_The problem_: Scan the entries and tally the lines that include the string "picture". Reply with the figure alone.

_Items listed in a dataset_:
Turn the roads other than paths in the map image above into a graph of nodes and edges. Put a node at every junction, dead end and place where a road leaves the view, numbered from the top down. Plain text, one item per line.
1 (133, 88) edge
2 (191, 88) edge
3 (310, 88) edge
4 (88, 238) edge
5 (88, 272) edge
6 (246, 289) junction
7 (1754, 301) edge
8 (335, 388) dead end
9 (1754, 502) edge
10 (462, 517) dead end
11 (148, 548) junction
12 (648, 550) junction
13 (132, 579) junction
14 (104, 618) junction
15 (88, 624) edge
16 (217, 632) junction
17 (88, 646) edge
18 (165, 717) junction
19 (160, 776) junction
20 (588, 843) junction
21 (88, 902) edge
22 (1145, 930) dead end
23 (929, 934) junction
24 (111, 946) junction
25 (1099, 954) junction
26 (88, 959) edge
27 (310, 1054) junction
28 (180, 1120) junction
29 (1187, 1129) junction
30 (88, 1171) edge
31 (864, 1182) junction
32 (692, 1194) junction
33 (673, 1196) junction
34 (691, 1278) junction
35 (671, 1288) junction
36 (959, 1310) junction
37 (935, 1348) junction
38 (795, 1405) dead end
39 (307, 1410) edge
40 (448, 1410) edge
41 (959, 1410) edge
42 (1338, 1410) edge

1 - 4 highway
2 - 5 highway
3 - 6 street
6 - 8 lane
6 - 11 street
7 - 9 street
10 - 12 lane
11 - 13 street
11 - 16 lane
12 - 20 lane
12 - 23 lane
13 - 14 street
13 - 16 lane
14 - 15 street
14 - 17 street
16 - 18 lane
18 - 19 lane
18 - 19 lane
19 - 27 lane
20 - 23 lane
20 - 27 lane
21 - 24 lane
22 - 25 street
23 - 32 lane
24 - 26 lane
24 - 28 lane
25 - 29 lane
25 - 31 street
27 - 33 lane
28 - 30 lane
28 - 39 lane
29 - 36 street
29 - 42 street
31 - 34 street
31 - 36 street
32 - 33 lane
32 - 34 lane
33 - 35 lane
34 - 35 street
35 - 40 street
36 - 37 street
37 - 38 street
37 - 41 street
--
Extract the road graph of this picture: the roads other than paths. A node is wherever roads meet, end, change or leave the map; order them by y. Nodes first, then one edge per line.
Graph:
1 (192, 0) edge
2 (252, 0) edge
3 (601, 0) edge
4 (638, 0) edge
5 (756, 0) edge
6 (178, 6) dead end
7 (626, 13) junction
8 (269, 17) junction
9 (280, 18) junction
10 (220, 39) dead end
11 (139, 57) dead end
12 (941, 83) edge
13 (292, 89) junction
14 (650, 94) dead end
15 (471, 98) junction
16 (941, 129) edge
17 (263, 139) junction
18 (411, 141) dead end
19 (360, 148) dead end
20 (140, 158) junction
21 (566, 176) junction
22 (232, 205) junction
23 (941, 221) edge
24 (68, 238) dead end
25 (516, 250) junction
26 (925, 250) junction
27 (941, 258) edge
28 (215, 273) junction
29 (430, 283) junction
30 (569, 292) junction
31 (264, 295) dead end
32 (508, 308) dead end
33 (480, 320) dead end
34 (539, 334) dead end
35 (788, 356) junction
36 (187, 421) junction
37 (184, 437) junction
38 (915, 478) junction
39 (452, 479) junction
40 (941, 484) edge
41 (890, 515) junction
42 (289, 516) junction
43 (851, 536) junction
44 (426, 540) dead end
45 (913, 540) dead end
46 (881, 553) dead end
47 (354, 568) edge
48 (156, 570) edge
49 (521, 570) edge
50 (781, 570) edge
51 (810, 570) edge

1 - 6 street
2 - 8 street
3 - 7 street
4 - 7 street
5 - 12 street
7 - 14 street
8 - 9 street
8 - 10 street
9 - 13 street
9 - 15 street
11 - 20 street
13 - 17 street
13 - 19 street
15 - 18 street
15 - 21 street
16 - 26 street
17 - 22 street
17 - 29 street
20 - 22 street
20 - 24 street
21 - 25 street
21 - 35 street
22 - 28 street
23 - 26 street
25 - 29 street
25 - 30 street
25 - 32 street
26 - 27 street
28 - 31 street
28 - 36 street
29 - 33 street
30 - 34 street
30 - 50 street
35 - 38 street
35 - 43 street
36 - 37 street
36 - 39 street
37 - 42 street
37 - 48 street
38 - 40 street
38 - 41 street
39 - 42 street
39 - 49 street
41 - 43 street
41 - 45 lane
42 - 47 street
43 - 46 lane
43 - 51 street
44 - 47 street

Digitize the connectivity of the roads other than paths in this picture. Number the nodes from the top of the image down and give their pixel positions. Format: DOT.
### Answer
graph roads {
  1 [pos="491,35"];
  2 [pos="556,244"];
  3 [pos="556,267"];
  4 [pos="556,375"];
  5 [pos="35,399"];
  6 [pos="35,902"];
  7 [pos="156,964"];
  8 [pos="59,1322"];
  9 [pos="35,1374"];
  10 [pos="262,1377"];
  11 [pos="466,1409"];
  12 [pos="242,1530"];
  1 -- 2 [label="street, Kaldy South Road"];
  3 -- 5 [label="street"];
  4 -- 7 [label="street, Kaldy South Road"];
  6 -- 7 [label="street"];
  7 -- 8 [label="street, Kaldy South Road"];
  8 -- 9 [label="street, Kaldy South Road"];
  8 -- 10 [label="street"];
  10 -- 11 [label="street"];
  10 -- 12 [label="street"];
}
==
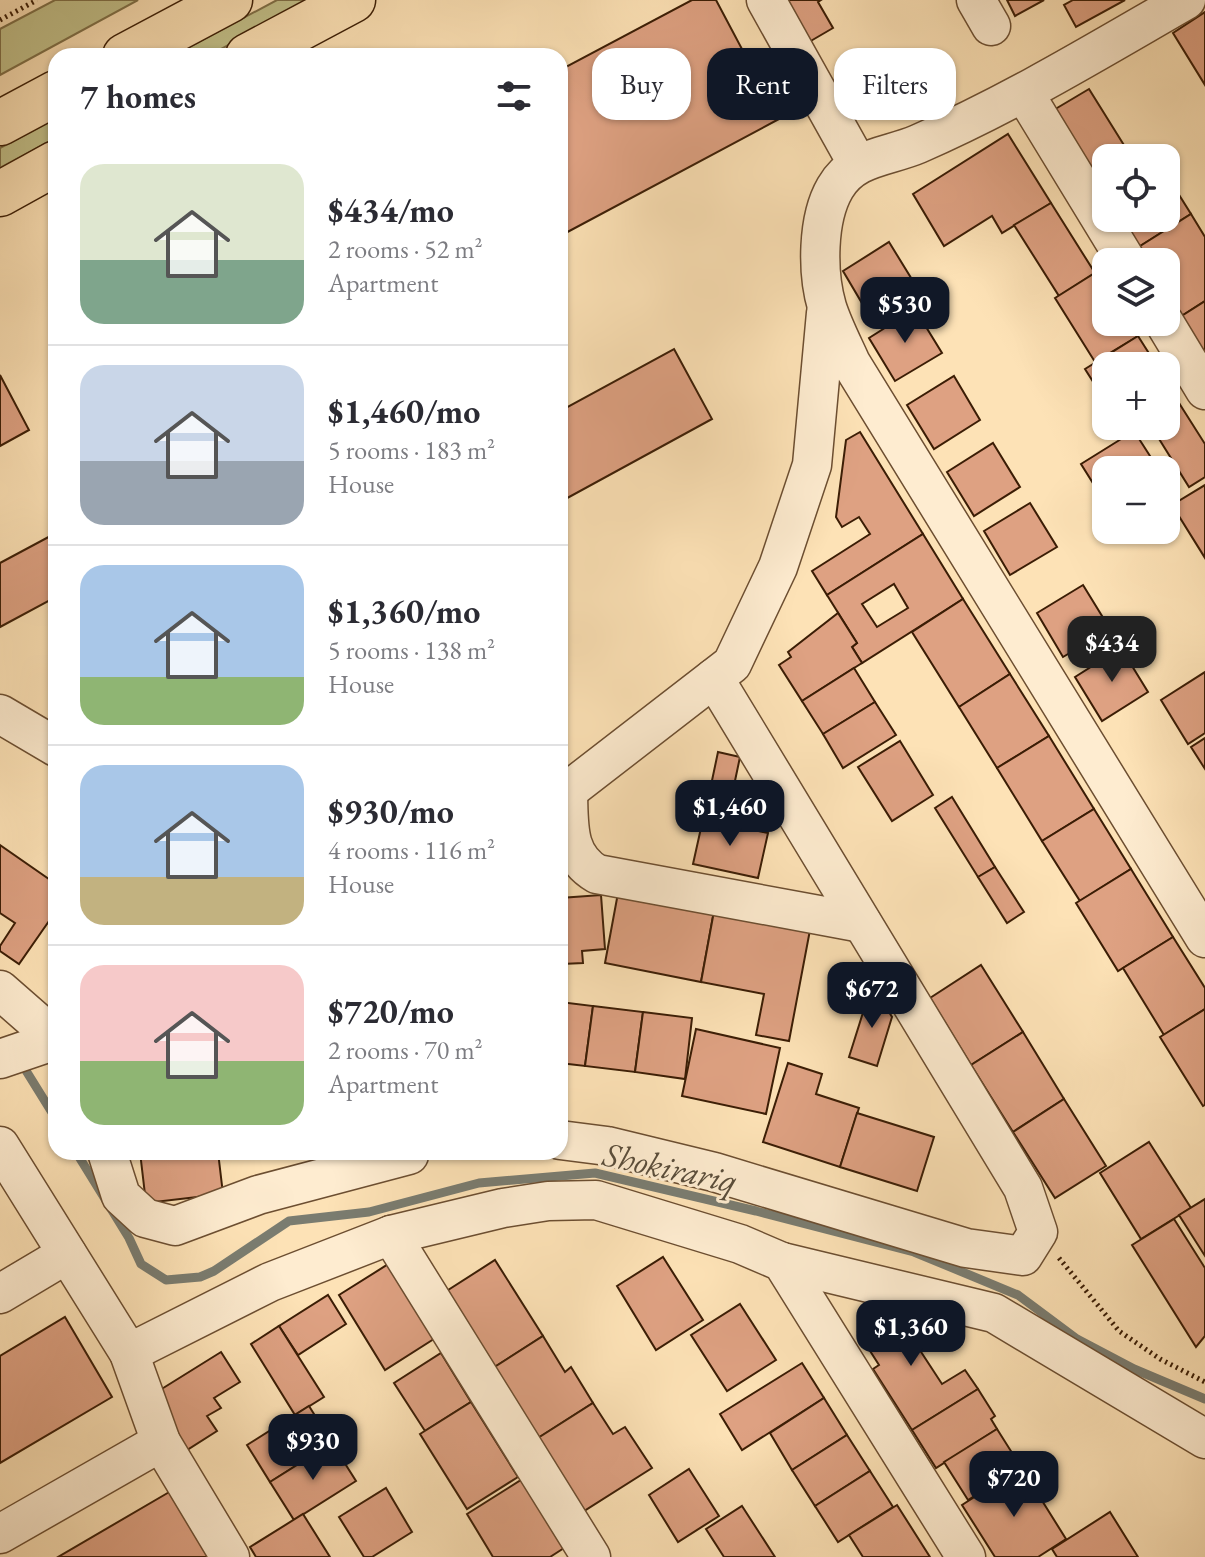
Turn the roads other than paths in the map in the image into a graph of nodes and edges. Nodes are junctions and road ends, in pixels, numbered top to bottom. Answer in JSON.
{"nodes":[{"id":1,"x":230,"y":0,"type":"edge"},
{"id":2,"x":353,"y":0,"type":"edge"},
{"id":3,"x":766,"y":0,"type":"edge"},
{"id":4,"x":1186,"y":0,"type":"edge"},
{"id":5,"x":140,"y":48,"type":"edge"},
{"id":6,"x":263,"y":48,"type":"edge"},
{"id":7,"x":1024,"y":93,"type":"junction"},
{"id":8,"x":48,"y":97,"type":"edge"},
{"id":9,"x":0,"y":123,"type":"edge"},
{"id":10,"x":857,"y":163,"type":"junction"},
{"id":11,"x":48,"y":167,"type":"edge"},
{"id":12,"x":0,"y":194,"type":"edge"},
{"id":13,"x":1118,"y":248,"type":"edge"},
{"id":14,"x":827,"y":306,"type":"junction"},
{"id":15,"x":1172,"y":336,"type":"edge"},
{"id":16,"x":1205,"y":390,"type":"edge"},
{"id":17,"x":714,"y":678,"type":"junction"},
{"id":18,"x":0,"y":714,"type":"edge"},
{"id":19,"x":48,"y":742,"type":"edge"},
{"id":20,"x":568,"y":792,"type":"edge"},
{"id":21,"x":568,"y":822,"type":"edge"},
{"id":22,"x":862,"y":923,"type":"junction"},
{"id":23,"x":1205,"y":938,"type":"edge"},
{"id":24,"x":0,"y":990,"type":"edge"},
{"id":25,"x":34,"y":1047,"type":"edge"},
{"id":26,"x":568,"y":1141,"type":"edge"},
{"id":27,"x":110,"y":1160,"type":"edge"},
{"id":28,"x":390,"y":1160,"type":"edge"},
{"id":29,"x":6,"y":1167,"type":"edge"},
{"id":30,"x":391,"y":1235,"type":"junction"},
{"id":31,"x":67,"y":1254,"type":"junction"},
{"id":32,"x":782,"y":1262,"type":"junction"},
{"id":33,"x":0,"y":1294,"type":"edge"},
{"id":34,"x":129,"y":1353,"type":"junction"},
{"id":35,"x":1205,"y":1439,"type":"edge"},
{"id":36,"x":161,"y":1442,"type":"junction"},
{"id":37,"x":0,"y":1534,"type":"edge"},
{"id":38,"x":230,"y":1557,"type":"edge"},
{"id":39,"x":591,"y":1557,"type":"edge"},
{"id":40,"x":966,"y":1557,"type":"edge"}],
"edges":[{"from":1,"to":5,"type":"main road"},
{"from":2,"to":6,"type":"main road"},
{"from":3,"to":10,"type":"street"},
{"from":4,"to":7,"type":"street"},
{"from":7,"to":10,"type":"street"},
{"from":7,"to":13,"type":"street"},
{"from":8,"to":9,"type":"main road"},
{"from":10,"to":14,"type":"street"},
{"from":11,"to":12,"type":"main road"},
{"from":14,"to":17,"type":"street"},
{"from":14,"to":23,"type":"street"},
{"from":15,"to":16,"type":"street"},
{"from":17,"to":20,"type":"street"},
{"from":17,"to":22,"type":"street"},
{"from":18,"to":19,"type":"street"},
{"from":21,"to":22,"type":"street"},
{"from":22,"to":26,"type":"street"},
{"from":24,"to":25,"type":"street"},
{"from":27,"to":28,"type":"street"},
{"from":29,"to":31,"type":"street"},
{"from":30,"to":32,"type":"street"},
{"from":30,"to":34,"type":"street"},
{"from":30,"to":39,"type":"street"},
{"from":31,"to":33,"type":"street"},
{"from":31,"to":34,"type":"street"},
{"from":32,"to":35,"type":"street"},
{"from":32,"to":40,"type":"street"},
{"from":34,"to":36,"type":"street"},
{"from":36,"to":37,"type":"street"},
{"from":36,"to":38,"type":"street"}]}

_Task output_: 2